New Orleans power failure spotlights why we the public should control our energy
Hurricane Ida made it clear: The power grid is an essential public good that delivers other essential public goods.
The recent power outages in New Orleans are another lesson about the difference between public and private. Entergy, the local utility company, is a publicly regulated, investor-owned utility. There are lots of investor-owned utilities—some good, some not so good.
As the New York Times reports, the plant that Entergy built to provide power in storms failed to bring power back online as quickly they had promised. Let's step back to see the larger issue.
It couldn't be clearer that the power grid and access to electricity is an essential part of our infrastructure, critical for homes, businesses, schools, traffic lights, subways, the internet. It's an essential public good that delivers other essential public goods. That's why it's called a "utility.”
Therefore—whether public or private—it needs to be controlled and overseen by the public to ensure the basics: universal access, reliable service, and that it’s part of the solution to the climate crisis. And it certainly needs to be there for us in emergencies.

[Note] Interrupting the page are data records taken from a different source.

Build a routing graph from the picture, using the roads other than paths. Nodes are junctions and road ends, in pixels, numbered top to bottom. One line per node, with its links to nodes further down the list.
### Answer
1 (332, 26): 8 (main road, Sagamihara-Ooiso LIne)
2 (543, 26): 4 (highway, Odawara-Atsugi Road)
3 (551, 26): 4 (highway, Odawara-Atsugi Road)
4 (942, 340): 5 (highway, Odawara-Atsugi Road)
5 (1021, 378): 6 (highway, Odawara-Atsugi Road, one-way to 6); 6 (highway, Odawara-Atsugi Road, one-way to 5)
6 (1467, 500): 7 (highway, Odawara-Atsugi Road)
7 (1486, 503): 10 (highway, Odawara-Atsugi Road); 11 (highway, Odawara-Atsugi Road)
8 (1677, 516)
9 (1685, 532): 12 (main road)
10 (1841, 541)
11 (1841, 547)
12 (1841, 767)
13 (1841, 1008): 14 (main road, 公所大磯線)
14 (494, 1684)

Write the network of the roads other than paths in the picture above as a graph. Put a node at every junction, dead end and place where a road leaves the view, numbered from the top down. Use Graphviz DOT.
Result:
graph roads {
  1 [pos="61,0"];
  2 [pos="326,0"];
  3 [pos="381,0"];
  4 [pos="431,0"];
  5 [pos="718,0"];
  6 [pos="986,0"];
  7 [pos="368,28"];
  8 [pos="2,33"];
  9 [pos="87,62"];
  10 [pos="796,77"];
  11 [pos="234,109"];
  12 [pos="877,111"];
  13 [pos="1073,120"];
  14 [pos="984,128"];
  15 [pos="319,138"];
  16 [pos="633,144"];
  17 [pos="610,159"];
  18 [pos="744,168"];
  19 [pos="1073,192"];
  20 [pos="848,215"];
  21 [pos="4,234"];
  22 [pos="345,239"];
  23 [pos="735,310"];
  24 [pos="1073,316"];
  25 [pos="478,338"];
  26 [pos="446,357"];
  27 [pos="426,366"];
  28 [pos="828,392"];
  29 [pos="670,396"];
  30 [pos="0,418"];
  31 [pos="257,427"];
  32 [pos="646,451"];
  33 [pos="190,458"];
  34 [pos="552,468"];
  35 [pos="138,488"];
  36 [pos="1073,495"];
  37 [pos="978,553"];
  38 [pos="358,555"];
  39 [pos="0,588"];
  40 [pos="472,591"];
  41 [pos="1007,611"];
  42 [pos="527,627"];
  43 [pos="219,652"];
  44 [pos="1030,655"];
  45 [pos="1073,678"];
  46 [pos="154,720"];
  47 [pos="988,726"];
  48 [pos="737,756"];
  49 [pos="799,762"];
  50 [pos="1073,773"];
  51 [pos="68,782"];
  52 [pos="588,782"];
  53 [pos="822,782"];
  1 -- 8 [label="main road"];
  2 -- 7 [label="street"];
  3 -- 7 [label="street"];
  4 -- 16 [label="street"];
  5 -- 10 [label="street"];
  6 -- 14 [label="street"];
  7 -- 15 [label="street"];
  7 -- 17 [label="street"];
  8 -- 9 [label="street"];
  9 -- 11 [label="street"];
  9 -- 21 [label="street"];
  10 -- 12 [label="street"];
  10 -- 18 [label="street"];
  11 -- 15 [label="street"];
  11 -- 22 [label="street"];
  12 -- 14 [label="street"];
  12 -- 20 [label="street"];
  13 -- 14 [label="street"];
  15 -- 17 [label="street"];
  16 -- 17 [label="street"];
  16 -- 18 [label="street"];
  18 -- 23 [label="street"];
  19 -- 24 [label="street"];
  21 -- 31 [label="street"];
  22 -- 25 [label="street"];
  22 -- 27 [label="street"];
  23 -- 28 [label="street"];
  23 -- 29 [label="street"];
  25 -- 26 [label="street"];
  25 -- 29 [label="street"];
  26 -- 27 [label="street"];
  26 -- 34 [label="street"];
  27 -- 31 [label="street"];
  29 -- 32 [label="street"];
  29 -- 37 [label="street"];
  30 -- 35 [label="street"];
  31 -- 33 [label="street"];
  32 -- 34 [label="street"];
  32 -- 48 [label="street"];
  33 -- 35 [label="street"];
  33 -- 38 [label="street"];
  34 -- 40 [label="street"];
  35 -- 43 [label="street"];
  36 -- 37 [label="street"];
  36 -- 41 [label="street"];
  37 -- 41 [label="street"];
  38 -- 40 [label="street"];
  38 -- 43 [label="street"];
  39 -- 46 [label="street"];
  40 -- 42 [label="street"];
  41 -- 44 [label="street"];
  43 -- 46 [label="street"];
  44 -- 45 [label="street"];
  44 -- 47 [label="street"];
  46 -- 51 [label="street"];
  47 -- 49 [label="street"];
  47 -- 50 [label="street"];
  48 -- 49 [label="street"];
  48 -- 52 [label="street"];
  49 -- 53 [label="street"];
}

But how can we ensure public control?
First things first. We must recognize that the interests of private companies are different from the interests of the public. Of course, private utilities want to deliver good service (at least most do). But they have outcomes and constraints that don't completely align with ours.
Companies sell things. To get city council approval for the plant, Entergy hired actors at $60 a piece (who had to sign non-disclosure agreements that prevented them from telling anyone they were being paid) through a company called Crowds on Demand to testify in support of the deal at the local city council. That tells you something right there. TV scripts are fiction, not the voice of the community. Entergy could have been honest and testified themselves about the opportunity they saw—they could make money by building this plant. With help from hired actors, the council voted in Entergy’s favor. One of the council members, after learning about the rent-a-crowd scheme, claimed that “it had a phenomenal impact on public opinion.”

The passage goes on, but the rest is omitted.